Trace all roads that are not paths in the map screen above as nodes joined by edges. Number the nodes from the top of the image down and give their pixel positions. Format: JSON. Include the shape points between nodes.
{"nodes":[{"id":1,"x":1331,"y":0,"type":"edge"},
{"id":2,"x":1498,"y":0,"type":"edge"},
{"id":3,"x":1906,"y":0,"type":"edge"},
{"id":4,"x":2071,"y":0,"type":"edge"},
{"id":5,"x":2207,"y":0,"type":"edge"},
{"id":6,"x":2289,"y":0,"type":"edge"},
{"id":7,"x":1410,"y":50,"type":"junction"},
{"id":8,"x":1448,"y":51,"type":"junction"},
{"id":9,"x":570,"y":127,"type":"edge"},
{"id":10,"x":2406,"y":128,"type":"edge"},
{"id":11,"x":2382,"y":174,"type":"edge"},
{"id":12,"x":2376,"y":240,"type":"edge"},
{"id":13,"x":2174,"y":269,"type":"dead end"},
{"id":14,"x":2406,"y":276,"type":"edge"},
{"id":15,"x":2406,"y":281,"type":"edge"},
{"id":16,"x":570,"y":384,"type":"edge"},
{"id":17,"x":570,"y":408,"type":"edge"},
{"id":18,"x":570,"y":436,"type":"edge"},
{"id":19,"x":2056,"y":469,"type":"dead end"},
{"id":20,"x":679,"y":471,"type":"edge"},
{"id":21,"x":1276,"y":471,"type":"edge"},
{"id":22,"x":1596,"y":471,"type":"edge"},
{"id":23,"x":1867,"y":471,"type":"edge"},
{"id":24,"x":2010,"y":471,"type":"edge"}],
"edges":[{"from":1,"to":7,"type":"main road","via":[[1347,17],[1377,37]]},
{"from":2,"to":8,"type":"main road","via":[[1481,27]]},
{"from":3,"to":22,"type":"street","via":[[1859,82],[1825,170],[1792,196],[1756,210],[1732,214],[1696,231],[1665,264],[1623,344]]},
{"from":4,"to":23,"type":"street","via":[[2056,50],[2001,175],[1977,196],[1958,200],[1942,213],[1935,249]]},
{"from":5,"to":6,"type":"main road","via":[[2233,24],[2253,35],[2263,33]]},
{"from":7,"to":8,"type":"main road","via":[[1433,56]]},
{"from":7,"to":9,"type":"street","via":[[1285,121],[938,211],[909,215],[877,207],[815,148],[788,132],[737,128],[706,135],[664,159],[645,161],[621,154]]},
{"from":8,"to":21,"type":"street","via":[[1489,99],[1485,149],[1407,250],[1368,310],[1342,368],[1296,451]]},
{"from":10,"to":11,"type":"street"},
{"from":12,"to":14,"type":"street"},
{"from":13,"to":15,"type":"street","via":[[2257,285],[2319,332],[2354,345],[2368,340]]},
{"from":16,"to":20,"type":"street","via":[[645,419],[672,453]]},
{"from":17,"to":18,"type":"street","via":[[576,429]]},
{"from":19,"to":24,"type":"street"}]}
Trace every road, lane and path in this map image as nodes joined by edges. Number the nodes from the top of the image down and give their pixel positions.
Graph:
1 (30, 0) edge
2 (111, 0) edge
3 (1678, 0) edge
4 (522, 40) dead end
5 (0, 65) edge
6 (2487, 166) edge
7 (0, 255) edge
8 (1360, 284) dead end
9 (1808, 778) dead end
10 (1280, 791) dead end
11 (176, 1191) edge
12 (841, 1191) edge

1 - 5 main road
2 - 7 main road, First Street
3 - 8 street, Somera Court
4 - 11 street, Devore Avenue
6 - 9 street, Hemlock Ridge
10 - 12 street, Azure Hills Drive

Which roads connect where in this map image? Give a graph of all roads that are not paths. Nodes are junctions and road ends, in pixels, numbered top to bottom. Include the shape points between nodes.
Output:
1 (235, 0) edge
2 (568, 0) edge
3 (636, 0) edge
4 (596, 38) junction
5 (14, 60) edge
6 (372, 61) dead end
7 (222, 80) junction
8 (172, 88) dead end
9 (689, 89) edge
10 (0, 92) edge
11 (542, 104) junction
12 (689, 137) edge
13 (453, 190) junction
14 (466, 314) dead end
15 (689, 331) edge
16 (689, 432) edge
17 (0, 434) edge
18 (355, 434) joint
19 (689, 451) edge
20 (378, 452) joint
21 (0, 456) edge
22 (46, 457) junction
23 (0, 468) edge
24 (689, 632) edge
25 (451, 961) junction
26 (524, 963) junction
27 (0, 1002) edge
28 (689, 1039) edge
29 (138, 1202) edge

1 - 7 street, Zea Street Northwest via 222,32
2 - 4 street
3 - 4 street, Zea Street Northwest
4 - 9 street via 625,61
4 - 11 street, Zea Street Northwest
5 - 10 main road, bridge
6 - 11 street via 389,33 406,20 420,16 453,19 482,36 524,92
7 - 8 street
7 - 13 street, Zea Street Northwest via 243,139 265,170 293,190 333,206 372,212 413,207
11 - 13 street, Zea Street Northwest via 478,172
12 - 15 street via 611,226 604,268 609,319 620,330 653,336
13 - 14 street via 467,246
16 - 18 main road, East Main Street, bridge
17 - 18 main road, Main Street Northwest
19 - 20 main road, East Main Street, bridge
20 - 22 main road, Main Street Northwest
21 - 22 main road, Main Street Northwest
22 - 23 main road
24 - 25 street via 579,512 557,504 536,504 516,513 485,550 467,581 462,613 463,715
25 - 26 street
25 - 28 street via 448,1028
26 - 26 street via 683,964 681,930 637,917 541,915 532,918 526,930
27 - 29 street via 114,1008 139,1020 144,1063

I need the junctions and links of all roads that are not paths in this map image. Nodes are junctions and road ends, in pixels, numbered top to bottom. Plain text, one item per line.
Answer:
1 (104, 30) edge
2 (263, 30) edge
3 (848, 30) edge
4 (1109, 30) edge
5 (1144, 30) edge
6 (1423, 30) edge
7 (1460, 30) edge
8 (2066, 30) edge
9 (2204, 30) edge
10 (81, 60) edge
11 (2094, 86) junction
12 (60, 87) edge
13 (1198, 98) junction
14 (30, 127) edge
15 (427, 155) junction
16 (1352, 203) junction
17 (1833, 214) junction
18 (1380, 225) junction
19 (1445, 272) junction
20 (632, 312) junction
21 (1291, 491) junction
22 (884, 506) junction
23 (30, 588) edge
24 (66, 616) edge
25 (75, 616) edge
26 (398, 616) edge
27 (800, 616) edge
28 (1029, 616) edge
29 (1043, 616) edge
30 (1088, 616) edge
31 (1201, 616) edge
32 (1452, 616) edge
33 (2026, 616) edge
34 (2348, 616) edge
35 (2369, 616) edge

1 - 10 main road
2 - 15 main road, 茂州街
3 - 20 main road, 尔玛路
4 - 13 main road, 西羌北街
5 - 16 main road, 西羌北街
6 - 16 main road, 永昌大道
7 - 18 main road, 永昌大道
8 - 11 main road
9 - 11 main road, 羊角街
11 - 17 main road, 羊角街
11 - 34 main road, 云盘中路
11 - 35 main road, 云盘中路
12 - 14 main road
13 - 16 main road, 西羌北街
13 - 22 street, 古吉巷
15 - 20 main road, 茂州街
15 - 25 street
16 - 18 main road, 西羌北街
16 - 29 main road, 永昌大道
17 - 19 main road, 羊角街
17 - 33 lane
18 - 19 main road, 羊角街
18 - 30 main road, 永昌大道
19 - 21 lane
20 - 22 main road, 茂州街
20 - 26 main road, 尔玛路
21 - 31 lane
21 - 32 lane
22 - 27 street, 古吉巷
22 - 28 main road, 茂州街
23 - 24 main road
━━━━━━━━
Work order >> Retype all the records above without changing a word.

Response to this exercise >>
Trace all roads that are not paths in the map screen above as nodes joined by edges. Number the nodes from the top of the image down and give their pixel positions. Format: JSON. Include the shape points between nodes.
{"nodes":[{"id":1,"x":1331,"y":0,"type":"edge"},
{"id":2,"x":1498,"y":0,"type":"edge"},
{"id":3,"x":1906,"y":0,"type":"edge"},
{"id":4,"x":2071,"y":0,"type":"edge"},
{"id":5,"x":2207,"y":0,"type":"edge"},
{"id":6,"x":2289,"y":0,"type":"edge"},
{"id":7,"x":1410,"y":50,"type":"junction"},
{"id":8,"x":1448,"y":51,"type":"junction"},
{"id":9,"x":570,"y":127,"type":"edge"},
{"id":10,"x":2406,"y":128,"type":"edge"},
{"id":11,"x":2382,"y":174,"type":"edge"},
{"id":12,"x":2376,"y":240,"type":"edge"},
{"id":13,"x":2174,"y":269,"type":"dead end"},
{"id":14,"x":2406,"y":276,"type":"edge"},
{"id":15,"x":2406,"y":281,"type":"edge"},
{"id":16,"x":570,"y":384,"type":"edge"},
{"id":17,"x":570,"y":408,"type":"edge"},
{"id":18,"x":570,"y":436,"type":"edge"},
{"id":19,"x":2056,"y":469,"type":"dead end"},
{"id":20,"x":679,"y":471,"type":"edge"},
{"id":21,"x":1276,"y":471,"type":"edge"},
{"id":22,"x":1596,"y":471,"type":"edge"},
{"id":23,"x":1867,"y":471,"type":"edge"},
{"id":24,"x":2010,"y":471,"type":"edge"}],
"edges":[{"from":1,"to":7,"type":"main road","via":[[1347,17],[1377,37]]},
{"from":2,"to":8,"type":"main road","via":[[1481,27]]},
{"from":3,"to":22,"type":"street","via":[[1859,82],[1825,170],[1792,196],[1756,210],[1732,214],[1696,231],[1665,264],[1623,344]]},
{"from":4,"to":23,"type":"street","via":[[2056,50],[2001,175],[1977,196],[1958,200],[1942,213],[1935,249]]},
{"from":5,"to":6,"type":"main road","via":[[2233,24],[2253,35],[2263,33]]},
{"from":7,"to":8,"type":"main road","via":[[1433,56]]},
{"from":7,"to":9,"type":"street","via":[[1285,121],[938,211],[909,215],[877,207],[815,148],[788,132],[737,128],[706,135],[664,159],[645,161],[621,154]]},
{"from":8,"to":21,"type":"street","via":[[1489,99],[1485,149],[1407,250],[1368,310],[1342,368],[1296,451]]},
{"from":10,"to":11,"type":"street"},
{"from":12,"to":14,"type":"street"},
{"from":13,"to":15,"type":"street","via":[[2257,285],[2319,332],[2354,345],[2368,340]]},
{"from":16,"to":20,"type":"street","via":[[645,419],[672,453]]},
{"from":17,"to":18,"type":"street","via":[[576,429]]},
{"from":19,"to":24,"type":"street"}]}
Trace every road, lane and path in this map image as nodes joined by edges. Number the nodes from the top of the image down and give their pixel positions.
Graph:
1 (30, 0) edge
2 (111, 0) edge
3 (1678, 0) edge
4 (522, 40) dead end
5 (0, 65) edge
6 (2487, 166) edge
7 (0, 255) edge
8 (1360, 284) dead end
9 (1808, 778) dead end
10 (1280, 791) dead end
11 (176, 1191) edge
12 (841, 1191) edge

1 - 5 main road
2 - 7 main road, First Street
3 - 8 street, Somera Court
4 - 11 street, Devore Avenue
6 - 9 street, Hemlock Ridge
10 - 12 street, Azure Hills Drive

Which roads connect where in this map image? Give a graph of all roads that are not paths. Nodes are junctions and road ends, in pixels, numbered top to bottom. Include the shape points between nodes.
Output:
1 (235, 0) edge
2 (568, 0) edge
3 (636, 0) edge
4 (596, 38) junction
5 (14, 60) edge
6 (372, 61) dead end
7 (222, 80) junction
8 (172, 88) dead end
9 (689, 89) edge
10 (0, 92) edge
11 (542, 104) junction
12 (689, 137) edge
13 (453, 190) junction
14 (466, 314) dead end
15 (689, 331) edge
16 (689, 432) edge
17 (0, 434) edge
18 (355, 434) joint
19 (689, 451) edge
20 (378, 452) joint
21 (0, 456) edge
22 (46, 457) junction
23 (0, 468) edge
24 (689, 632) edge
25 (451, 961) junction
26 (524, 963) junction
27 (0, 1002) edge
28 (689, 1039) edge
29 (138, 1202) edge

1 - 7 street, Zea Street Northwest via 222,32
2 - 4 street
3 - 4 street, Zea Street Northwest
4 - 9 street via 625,61
4 - 11 street, Zea Street Northwest
5 - 10 main road, bridge
6 - 11 street via 389,33 406,20 420,16 453,19 482,36 524,92
7 - 8 street
7 - 13 street, Zea Street Northwest via 243,139 265,170 293,190 333,206 372,212 413,207
11 - 13 street, Zea Street Northwest via 478,172
12 - 15 street via 611,226 604,268 609,319 620,330 653,336
13 - 14 street via 467,246
16 - 18 main road, East Main Street, bridge
17 - 18 main road, Main Street Northwest
19 - 20 main road, East Main Street, bridge
20 - 22 main road, Main Street Northwest
21 - 22 main road, Main Street Northwest
22 - 23 main road
24 - 25 street via 579,512 557,504 536,504 516,513 485,550 467,581 462,613 463,715
25 - 26 street
25 - 28 street via 448,1028
26 - 26 street via 683,964 681,930 637,917 541,915 532,918 526,930
27 - 29 street via 114,1008 139,1020 144,1063

I need the junctions and links of all roads that are not paths in this map image. Nodes are junctions and road ends, in pixels, numbered top to bottom. Plain text, one item per line.
Answer:
1 (104, 30) edge
2 (263, 30) edge
3 (848, 30) edge
4 (1109, 30) edge
5 (1144, 30) edge
6 (1423, 30) edge
7 (1460, 30) edge
8 (2066, 30) edge
9 (2204, 30) edge
10 (81, 60) edge
11 (2094, 86) junction
12 (60, 87) edge
13 (1198, 98) junction
14 (30, 127) edge
15 (427, 155) junction
16 (1352, 203) junction
17 (1833, 214) junction
18 (1380, 225) junction
19 (1445, 272) junction
20 (632, 312) junction
21 (1291, 491) junction
22 (884, 506) junction
23 (30, 588) edge
24 (66, 616) edge
25 (75, 616) edge
26 (398, 616) edge
27 (800, 616) edge
28 (1029, 616) edge
29 (1043, 616) edge
30 (1088, 616) edge
31 (1201, 616) edge
32 (1452, 616) edge
33 (2026, 616) edge
34 (2348, 616) edge
35 (2369, 616) edge

1 - 10 main road
2 - 15 main road, 茂州街
3 - 20 main road, 尔玛路
4 - 13 main road, 西羌北街
5 - 16 main road, 西羌北街
6 - 16 main road, 永昌大道
7 - 18 main road, 永昌大道
8 - 11 main road
9 - 11 main road, 羊角街
11 - 17 main road, 羊角街
11 - 34 main road, 云盘中路
11 - 35 main road, 云盘中路
12 - 14 main road
13 - 16 main road, 西羌北街
13 - 22 street, 古吉巷
15 - 20 main road, 茂州街
15 - 25 street
16 - 18 main road, 西羌北街
16 - 29 main road, 永昌大道
17 - 19 main road, 羊角街
17 - 33 lane
18 - 19 main road, 羊角街
18 - 30 main road, 永昌大道
19 - 21 lane
20 - 22 main road, 茂州街
20 - 26 main road, 尔玛路
21 - 31 lane
21 - 32 lane
22 - 27 street, 古吉巷
22 - 28 main road, 茂州街
23 - 24 main road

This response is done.